--- Raw data ---
+--

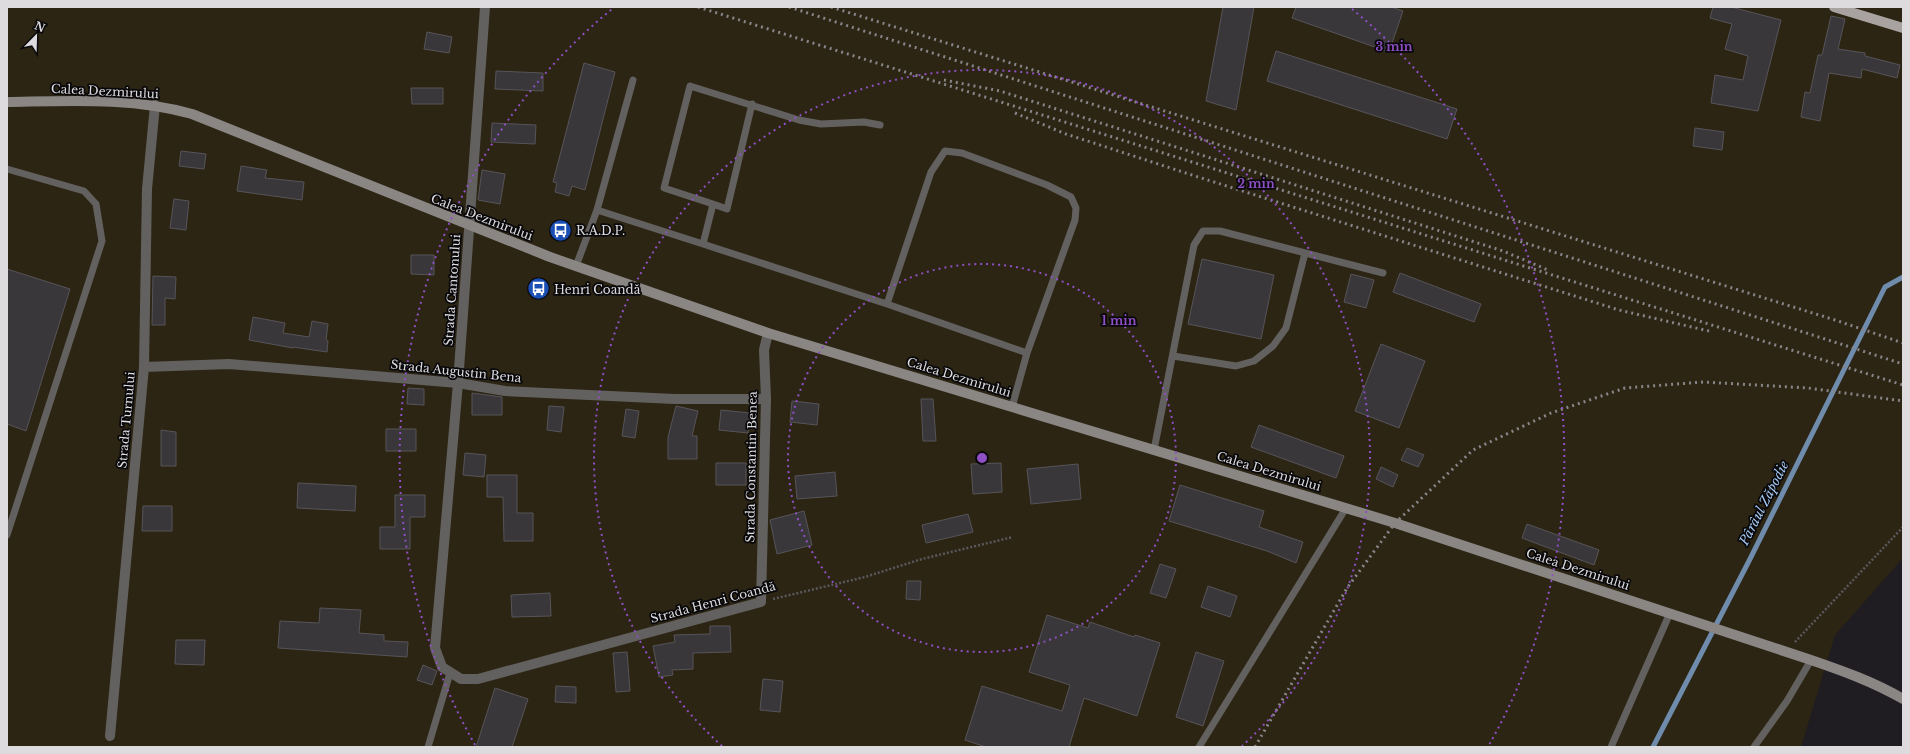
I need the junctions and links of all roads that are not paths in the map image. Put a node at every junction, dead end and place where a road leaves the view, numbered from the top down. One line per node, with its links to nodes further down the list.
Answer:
1 (485, 7): 12 (street, Strada Cantonului)
2 (1834, 7): 3 (main road)
3 (1903, 28)
4 (633, 80): 11 (lane)
5 (7, 102): 7 (main road, Calea Dezmirului)
6 (752, 104): 8 (lane); 10 (lane); 10 (lane)
7 (155, 105): 12 (main road, Calea Dezmirului); 21 (street, Strada Turnului)
8 (880, 125)
9 (7, 168): 27 (lane)
10 (713, 204): 13 (lane)
11 (597, 210): 13 (lane); 15 (lane)
12 (469, 226): 15 (main road, Calea Dezmirului); 22 (street, Strada Cantonului)
13 (703, 244): 17 (lane)
14 (1306, 253): 16 (lane); 20 (lane); 20 (lane)
15 (576, 266): 18 (main road, Calea Dezmirului)
16 (1383, 273)
17 (887, 304): 19 (lane); 19 (lane)
18 (768, 333): 23 (street, Strada Constantin Benea); 24 (main road, Calea Dezmirului)
19 (1027, 353): 24 (lane)
20 (1173, 356): 25 (lane)
21 (144, 367): 22 (street, Strada Augustin Bena); 33 (street, Strada Turnului)
22 (458, 383): 23 (street, Strada Augustin Bena); 31 (street, Strada Cantonului)
23 (766, 399): 28 (street, Strada Constantin Benea)
24 (1012, 407): 25 (main road, Calea Dezmirului)
25 (1154, 450): 26 (main road, Calea Dezmirului)
26 (1346, 508): 29 (main road, Calea Dezmirului); 35 (lane)
27 (7, 535)
28 (761, 602): 31 (street, Strada Henri Coandă)
29 (1673, 614): 30 (main road, Calea Dezmirului); 36 (lane)
30 (1811, 660): 32 (main road, Calea Dezmirului); 37 (lane)
31 (450, 673): 34 (lane)
32 (1903, 698)
33 (110, 736)
34 (428, 747)
35 (1199, 747)
36 (1611, 747)
37 (1754, 747)

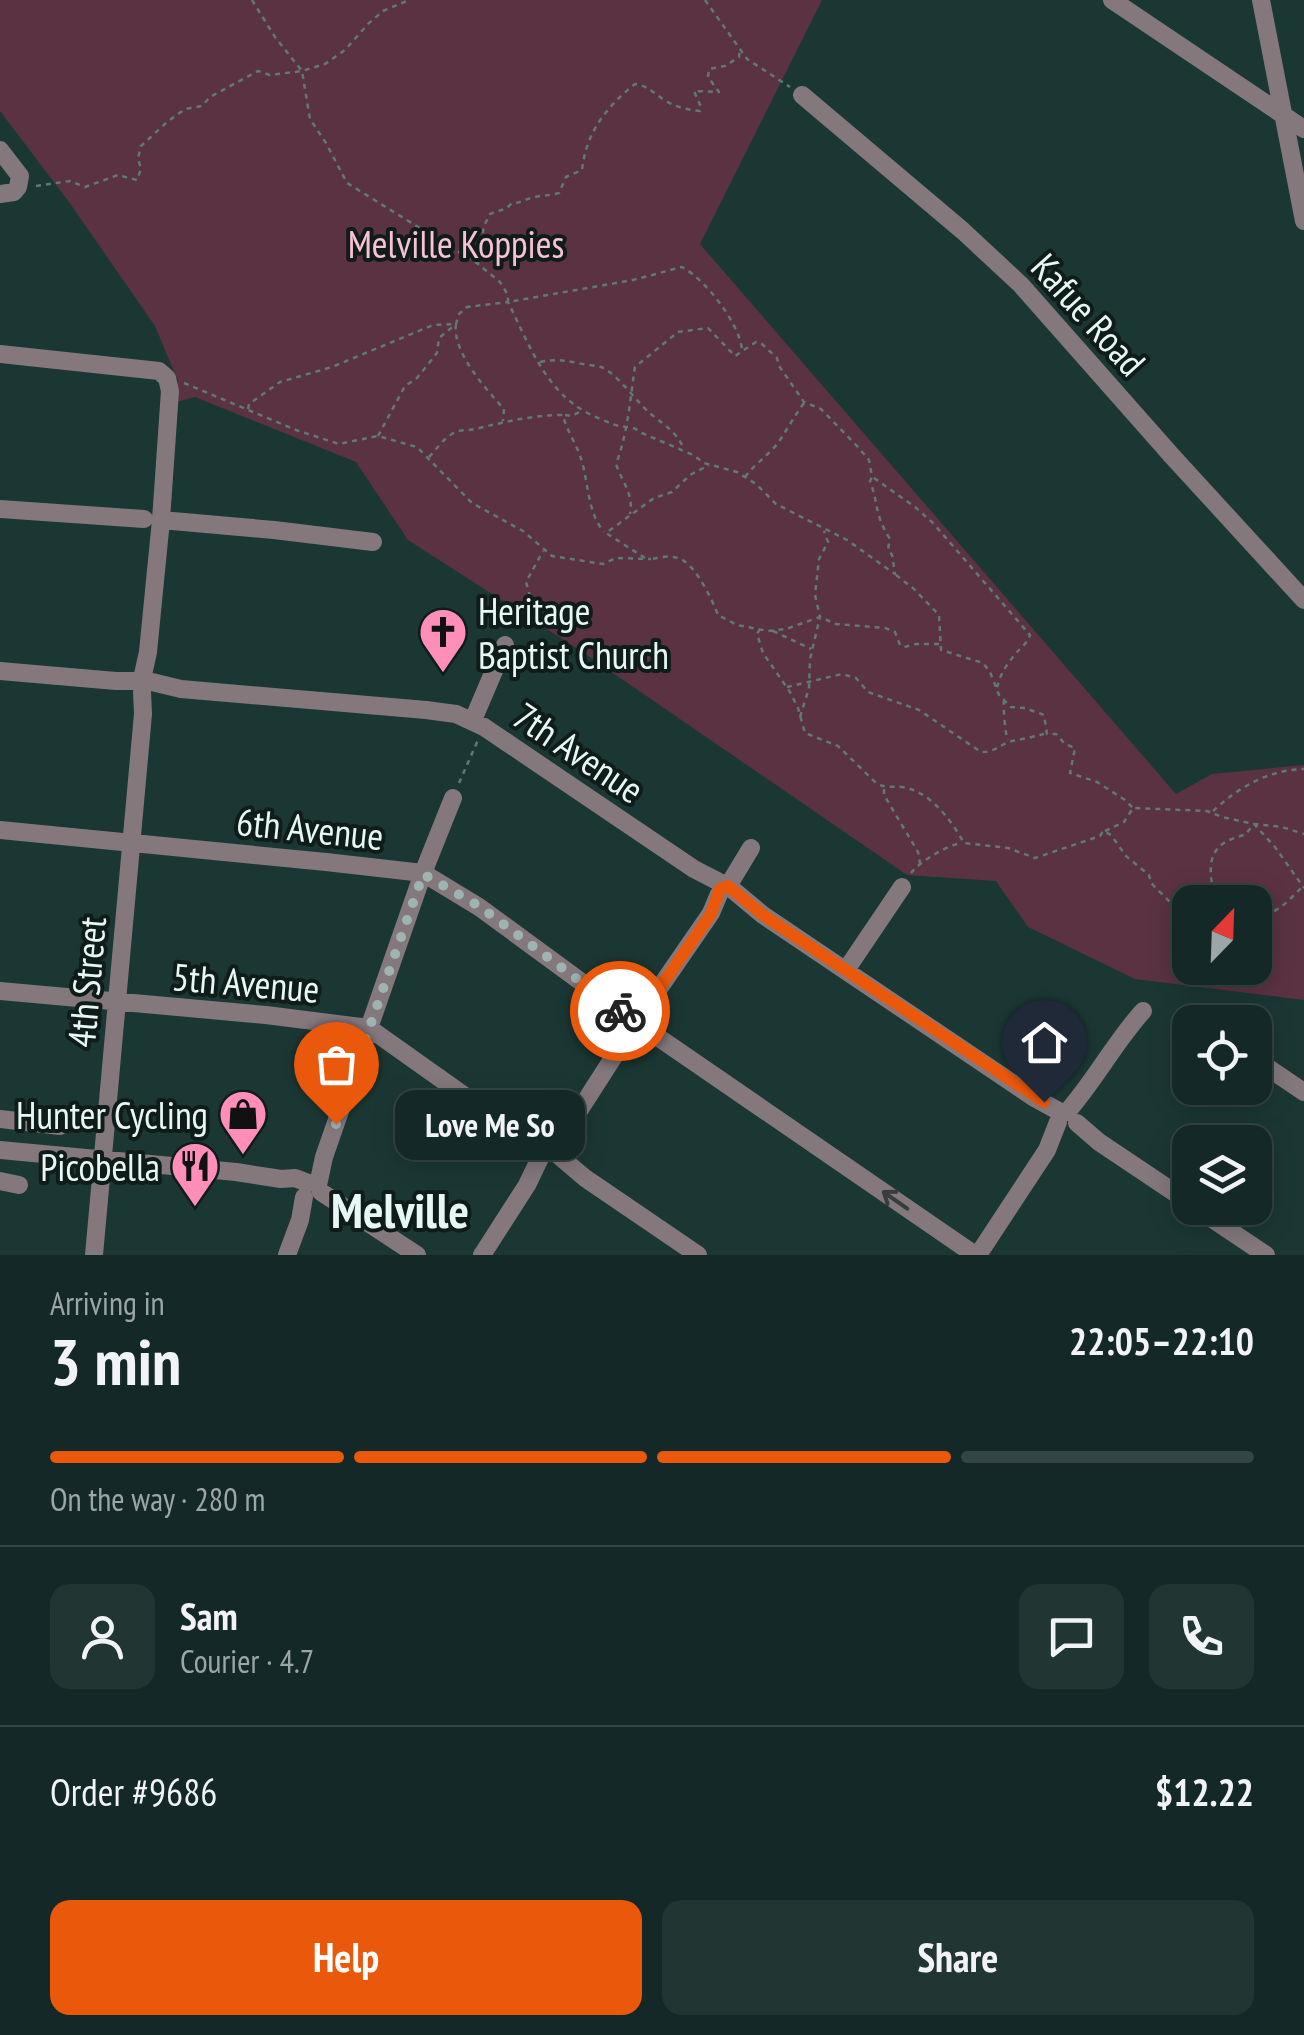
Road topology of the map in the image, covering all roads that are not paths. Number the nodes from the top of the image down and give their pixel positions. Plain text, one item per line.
1 (1112, 0) edge
2 (1260, 0) edge
3 (802, 95) road end
4 (1282, 114) junction
5 (1304, 128) edge
6 (0, 150) edge
7 (9, 191) edge
8 (1304, 221) edge
9 (0, 354) edge
10 (0, 508) edge
11 (153, 520) junction
12 (373, 542) dead end
13 (1304, 600) edge
14 (505, 646) dead end
15 (0, 671) edge
16 (145, 686) junction
17 (478, 723) junction
18 (453, 798) road end
19 (0, 830) edge
20 (131, 842) junction
21 (751, 848) dead end
22 (423, 874) junction
23 (902, 887) road end
24 (726, 892) junction
25 (846, 970) junction
26 (0, 992) edge
27 (117, 1003) junction
28 (1143, 1011) dead end
29 (636, 1022) junction
30 (370, 1028) junction
31 (1272, 1070) edge
32 (1304, 1092) edge
33 (0, 1119) edge
34 (1067, 1121) junction
35 (0, 1150) edge
36 (56, 1154) junction
37 (549, 1155) junction
38 (102, 1158) junction
39 (0, 1181) edge
40 (19, 1185) dead end
41 (312, 1191) junction
42 (1172, 1191) edge
43 (1221, 1225) edge
44 (94, 1255) edge
45 (287, 1255) edge
46 (417, 1255) edge
47 (482, 1255) edge
48 (698, 1255) edge
49 (977, 1255) edge
50 (1266, 1255) edge

1 - 4 street
2 - 4 street
3 - 13 street, Kafue Road
4 - 5 street
4 - 8 street
6 - 7 street
9 - 11 street, 4th Street
10 - 11 street
11 - 12 street
11 - 16 street, 4th Street
14 - 17 street
15 - 16 street, 7th Avenue
16 - 17 street, 7th Avenue
16 - 20 street, 4th Street
17 - 24 street, 7th Avenue
18 - 22 street
19 - 20 street, 6th Avenue
20 - 22 street, 6th Avenue
20 - 27 street, 4th Street
21 - 24 street
22 - 29 street, 6th Avenue
22 - 30 street
23 - 25 street
24 - 25 street, 7th Avenue
24 - 29 street
25 - 34 street, 7th Avenue
26 - 27 street, 5th Avenue
27 - 30 street, 5th Avenue
27 - 38 street, 4th Street
28 - 34 street
29 - 37 street
49 -> 29 street, 6th Avenue
30 - 37 street, 5th Avenue
30 - 41 street
31 - 32 street
33 - 36 street
34 - 42 street, 7th Avenue
34 - 49 street
35 - 36 street
36 - 38 street
37 - 47 street
37 - 48 street, 5th Avenue
38 - 41 street
38 - 44 street, 4th Street
39 - 40 street
41 - 45 street
41 - 46 street
43 - 50 street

+--

--- Task item ---
Could you give the material again exactly as it stands, omitting any image?

--- Finished exercise ---
I need the junctions and links of all roads that are not paths in the map image. Put a node at every junction, dead end and place where a road leaves the view, numbered from the top down. One line per node, with its links to nodes further down the list.
Answer:
1 (485, 7): 12 (street, Strada Cantonului)
2 (1834, 7): 3 (main road)
3 (1903, 28)
4 (633, 80): 11 (lane)
5 (7, 102): 7 (main road, Calea Dezmirului)
6 (752, 104): 8 (lane); 10 (lane); 10 (lane)
7 (155, 105): 12 (main road, Calea Dezmirului); 21 (street, Strada Turnului)
8 (880, 125)
9 (7, 168): 27 (lane)
10 (713, 204): 13 (lane)
11 (597, 210): 13 (lane); 15 (lane)
12 (469, 226): 15 (main road, Calea Dezmirului); 22 (street, Strada Cantonului)
13 (703, 244): 17 (lane)
14 (1306, 253): 16 (lane); 20 (lane); 20 (lane)
15 (576, 266): 18 (main road, Calea Dezmirului)
16 (1383, 273)
17 (887, 304): 19 (lane); 19 (lane)
18 (768, 333): 23 (street, Strada Constantin Benea); 24 (main road, Calea Dezmirului)
19 (1027, 353): 24 (lane)
20 (1173, 356): 25 (lane)
21 (144, 367): 22 (street, Strada Augustin Bena); 33 (street, Strada Turnului)
22 (458, 383): 23 (street, Strada Augustin Bena); 31 (street, Strada Cantonului)
23 (766, 399): 28 (street, Strada Constantin Benea)
24 (1012, 407): 25 (main road, Calea Dezmirului)
25 (1154, 450): 26 (main road, Calea Dezmirului)
26 (1346, 508): 29 (main road, Calea Dezmirului); 35 (lane)
27 (7, 535)
28 (761, 602): 31 (street, Strada Henri Coandă)
29 (1673, 614): 30 (main road, Calea Dezmirului); 36 (lane)
30 (1811, 660): 32 (main road, Calea Dezmirului); 37 (lane)
31 (450, 673): 34 (lane)
32 (1903, 698)
33 (110, 736)
34 (428, 747)
35 (1199, 747)
36 (1611, 747)
37 (1754, 747)

Road topology of the map in the image, covering all roads that are not paths. Number the nodes from the top of the image down and give their pixel positions. Plain text, one item per line.
1 (1112, 0) edge
2 (1260, 0) edge
3 (802, 95) road end
4 (1282, 114) junction
5 (1304, 128) edge
6 (0, 150) edge
7 (9, 191) edge
8 (1304, 221) edge
9 (0, 354) edge
10 (0, 508) edge
11 (153, 520) junction
12 (373, 542) dead end
13 (1304, 600) edge
14 (505, 646) dead end
15 (0, 671) edge
16 (145, 686) junction
17 (478, 723) junction
18 (453, 798) road end
19 (0, 830) edge
20 (131, 842) junction
21 (751, 848) dead end
22 (423, 874) junction
23 (902, 887) road end
24 (726, 892) junction
25 (846, 970) junction
26 (0, 992) edge
27 (117, 1003) junction
28 (1143, 1011) dead end
29 (636, 1022) junction
30 (370, 1028) junction
31 (1272, 1070) edge
32 (1304, 1092) edge
33 (0, 1119) edge
34 (1067, 1121) junction
35 (0, 1150) edge
36 (56, 1154) junction
37 (549, 1155) junction
38 (102, 1158) junction
39 (0, 1181) edge
40 (19, 1185) dead end
41 (312, 1191) junction
42 (1172, 1191) edge
43 (1221, 1225) edge
44 (94, 1255) edge
45 (287, 1255) edge
46 (417, 1255) edge
47 (482, 1255) edge
48 (698, 1255) edge
49 (977, 1255) edge
50 (1266, 1255) edge

1 - 4 street
2 - 4 street
3 - 13 street, Kafue Road
4 - 5 street
4 - 8 street
6 - 7 street
9 - 11 street, 4th Street
10 - 11 street
11 - 12 street
11 - 16 street, 4th Street
14 - 17 street
15 - 16 street, 7th Avenue
16 - 17 street, 7th Avenue
16 - 20 street, 4th Street
17 - 24 street, 7th Avenue
18 - 22 street
19 - 20 street, 6th Avenue
20 - 22 street, 6th Avenue
20 - 27 street, 4th Street
21 - 24 street
22 - 29 street, 6th Avenue
22 - 30 street
23 - 25 street
24 - 25 street, 7th Avenue
24 - 29 street
25 - 34 street, 7th Avenue
26 - 27 street, 5th Avenue
27 - 30 street, 5th Avenue
27 - 38 street, 4th Street
28 - 34 street
29 - 37 street
49 -> 29 street, 6th Avenue
30 - 37 street, 5th Avenue
30 - 41 street
31 - 32 street
33 - 36 street
34 - 42 street, 7th Avenue
34 - 49 street
35 - 36 street
36 - 38 street
37 - 47 street
37 - 48 street, 5th Avenue
38 - 41 street
38 - 44 street, 4th Street
39 - 40 street
41 - 45 street
41 - 46 street
43 - 50 street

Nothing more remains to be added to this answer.